Warren could not take his eyes off her legs as he said, “Does that … harm?”
Ms. Weiss eyed him oddly and said, “The procedure—that is, a normalization of character before the fact of any, ah, bad acts—occurs without damage or limitation of freedom of the, um, patient, you understand.”
“So we don’t have serial killers anymore?”
Ms. Weiss’s broad mouth twisted a bit. “No methods are perfect. But our homicide rates from these people are far lower now.”
Boyd Carlos said from the back of the class, “Why not just kill ’em?” and got a big laugh.
Warren reddened. Ms. Weiss’s beautiful, warm eyes flared with anger, eyebrows arched. “That is the sort of crime our society seeks to avoid,” she said primly. “We gave up capital punishment ages ago.
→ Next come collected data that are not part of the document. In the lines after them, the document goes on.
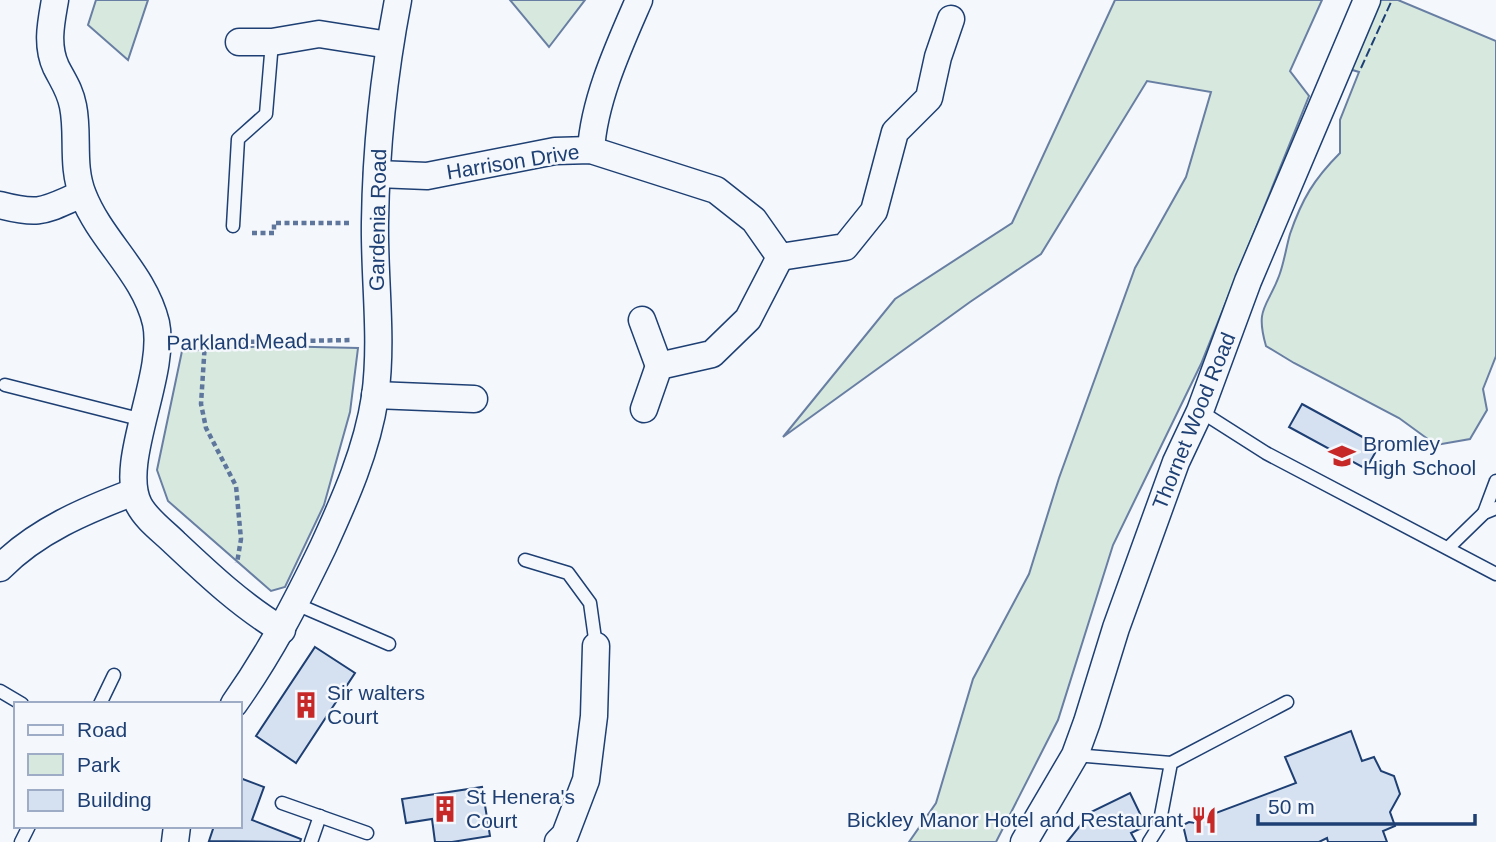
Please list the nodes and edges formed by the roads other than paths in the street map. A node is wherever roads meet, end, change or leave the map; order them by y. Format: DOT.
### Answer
graph roads {
  1 [pos="55,0"];
  2 [pos="398,0"];
  3 [pos="639,0"];
  4 [pos="1367,0"];
  5 [pos="951,19"];
  6 [pos="239,42"];
  7 [pos="272,43"];
  8 [pos="389,45"];
  9 [pos="591,150"];
  10 [pos="377,174"];
  11 [pos="82,194"];
  12 [pos="0,205"];
  13 [pos="233,226"];
  14 [pos="780,257"];
  15 [pos="642,320"];
  16 [pos="659,366"];
  17 [pos="5,385"];
  18 [pos="375,396"];
  19 [pos="474,399"];
  20 [pos="644,409"];
  21 [pos="1200,411"];
  22 [pos="144,421"];
  23 [pos="1496,481"];
  24 [pos="134,492"];
  25 [pos="1490,510"];
  26 [pos="1448,548"];
  27 [pos="525,559"];
  28 [pos="0,568"];
  29 [pos="1496,574"];
  30 [pos="296,604"];
  31 [pos="282,630"];
  32 [pos="389,644"];
  33 [pos="596,646"];
  34 [pos="114,676"];
  35 [pos="0,691"];
  36 [pos="19,702"];
  37 [pos="101,702"];
  38 [pos="235,702"];
  39 [pos="1287,702"];
  40 [pos="1075,755"];
  41 [pos="1171,764"];
  42 [pos="282,803"];
  43 [pos="320,817"];
  44 [pos="367,833"];
  45 [pos="561,839"];
  46 [pos="311,842"];
  47 [pos="1024,842"];
  48 [pos="1149,842"];
  1 -- 11 [label="street"];
  2 -- 8 [label="street, Gardenia Road"];
  3 -- 9 [label="street"];
  4 -- 21 [label="street, Thornet Wood Road"];
  5 -- 14 [label="street"];
  6 -- 7 [label="street"];
  7 -- 8 [label="street"];
  7 -- 13 [label="lane"];
  8 -- 10 [label="street, Gardenia Road"];
  9 -- 10 [label="street, Harrison Drive"];
  9 -- 14 [label="street, Harrison Drive"];
  10 -- 18 [label="street, Gardenia Road"];
  11 -- 12 [label="street"];
  11 -- 22 [label="street, Parkland Mead"];
  14 -- 16 [label="street"];
  15 -- 16 [label="street"];
  16 -- 20 [label="street"];
  17 -- 22 [label="lane"];
  18 -- 19 [label="street"];
  18 -- 30 [label="street, Gardenia Road"];
  21 -- 26 [label="lane"];
  21 -- 40 [label="street, Thornet Wood Road"];
  22 -- 24 [label="street, Parkland Mead"];
  23 -- 25 [label="lane"];
  24 -- 28 [label="street"];
  24 -- 31 [label="street"];
  25 -- 26 [label="lane"];
  26 -- 29 [label="lane"];
  27 -- 33 [label="lane"];
  30 -- 31 [label="street, Gardenia Road"];
  30 -- 32 [label="lane"];
  31 -- 38 [label="street, Gardenia Road"];
  33 -- 45 [label="street"];
  34 -- 37 [label="lane"];
  35 -- 36 [label="lane"];
  39 -- 41 [label="lane"];
  40 -- 41 [label="lane"];
  40 -- 47 [label="street, Thornet Wood Road"];
  41 -- 48 [label="lane"];
  42 -- 43 [label="lane"];
  43 -- 44 [label="lane"];
  43 -- 46 [label="lane"];
}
It’s uncivilized.”
Boyd made a clown face at this, and got another laugh. Even the girls joined in this time, the chorus of their high giggles echoing in Warren’s ears.
Sweat broke out all over Warren’s forehead and he hoped no one would notice. But the girl in the seat across the aisle did, the pretty blonde one named Nancy, whom he had been planning for weeks to approach. She rolled her eyes, gestured to friends. Which made him sweat more.
His chest tightened and he thought furiously, eyes averted from the blonde. Warren ventured, “How about the victims who might die? Killing killers saves lives.”
Ms. Weiss frowned. “You mean that executing them prevents murders later?”
Warren spread his hands. “If you imprison them, can’t they murder other prisoners?”